Home→Forums→Relationships→Stuck in limbo, fear or loneliness, fear of hurting her→Reply To: Stuck in limbo, fear or loneliness, fear of hurting her
Hi both,
Thank you so much for getting back to me.
Anita – you are so right, what you mentioned before about the thoughts of us as children coming up in adulthood has stuck with me and has been so important in my self-work over the last few months since talking with you both. The observation you made is acutely felt for sure. I still am in touch with my ex, and feel the guilt of hurting her still. Just like trying to protect my mother. And as I am a carer for my now disabled Dad, I experience his anger and aggression quite often, due to his breakdown. So those feelings come up a lot.

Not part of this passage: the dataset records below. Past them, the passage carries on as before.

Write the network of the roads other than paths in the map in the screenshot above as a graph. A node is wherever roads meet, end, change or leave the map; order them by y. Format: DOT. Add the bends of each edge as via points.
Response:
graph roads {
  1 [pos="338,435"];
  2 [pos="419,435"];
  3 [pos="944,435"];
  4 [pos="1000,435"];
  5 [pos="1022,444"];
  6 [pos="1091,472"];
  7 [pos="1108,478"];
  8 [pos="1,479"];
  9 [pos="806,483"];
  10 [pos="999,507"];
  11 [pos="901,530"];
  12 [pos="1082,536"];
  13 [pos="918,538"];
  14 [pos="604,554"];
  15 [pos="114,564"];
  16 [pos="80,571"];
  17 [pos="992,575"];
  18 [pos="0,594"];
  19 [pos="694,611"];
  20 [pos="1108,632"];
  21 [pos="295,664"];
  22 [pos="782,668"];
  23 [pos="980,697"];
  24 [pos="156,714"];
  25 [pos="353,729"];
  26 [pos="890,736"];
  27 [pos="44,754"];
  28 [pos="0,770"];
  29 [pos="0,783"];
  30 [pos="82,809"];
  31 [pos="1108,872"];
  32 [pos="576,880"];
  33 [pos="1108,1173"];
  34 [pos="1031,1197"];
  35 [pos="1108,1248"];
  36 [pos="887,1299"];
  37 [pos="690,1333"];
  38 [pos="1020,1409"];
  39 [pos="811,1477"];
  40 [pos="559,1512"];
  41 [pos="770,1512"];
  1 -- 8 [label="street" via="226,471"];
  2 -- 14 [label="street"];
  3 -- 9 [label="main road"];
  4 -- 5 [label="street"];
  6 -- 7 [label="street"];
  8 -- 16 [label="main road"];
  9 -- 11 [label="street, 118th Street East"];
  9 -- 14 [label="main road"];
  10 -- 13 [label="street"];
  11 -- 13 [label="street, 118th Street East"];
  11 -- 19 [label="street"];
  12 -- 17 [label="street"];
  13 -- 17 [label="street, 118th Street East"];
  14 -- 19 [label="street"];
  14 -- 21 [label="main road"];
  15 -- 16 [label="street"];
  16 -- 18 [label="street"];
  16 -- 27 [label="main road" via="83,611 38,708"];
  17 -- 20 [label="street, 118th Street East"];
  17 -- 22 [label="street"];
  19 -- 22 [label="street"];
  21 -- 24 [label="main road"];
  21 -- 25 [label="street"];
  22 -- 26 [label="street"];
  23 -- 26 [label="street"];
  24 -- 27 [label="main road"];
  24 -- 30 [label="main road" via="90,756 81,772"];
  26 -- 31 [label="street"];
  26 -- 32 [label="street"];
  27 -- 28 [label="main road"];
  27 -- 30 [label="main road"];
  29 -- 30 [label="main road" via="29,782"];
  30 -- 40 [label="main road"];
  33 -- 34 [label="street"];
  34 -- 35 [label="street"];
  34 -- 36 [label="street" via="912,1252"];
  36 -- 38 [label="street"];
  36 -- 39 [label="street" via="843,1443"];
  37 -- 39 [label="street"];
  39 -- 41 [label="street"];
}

I feel the difficulty I have relaxing, comes from being distant from people, maybe some kind of separation anxiety from my mother as a child. I think that is why I get attached to people quickly when talking on dating apps, I trust strong and independent women (like my mother), almost instantaneously. I am very happy to work on these things with you on here, absolutely. Please let me know what you think would be best to start with?
Teak – Your thoughts are really appreciated. You are right in what you say, the critical voice of my father is now so prominent due to his disability and I find it hard not to feel like I am a child again. Exploring these things with you both would be so worthwhile and I thank you so much for the opportunity.
I hope you’re both well 🙂 and I look forward to working things through with you.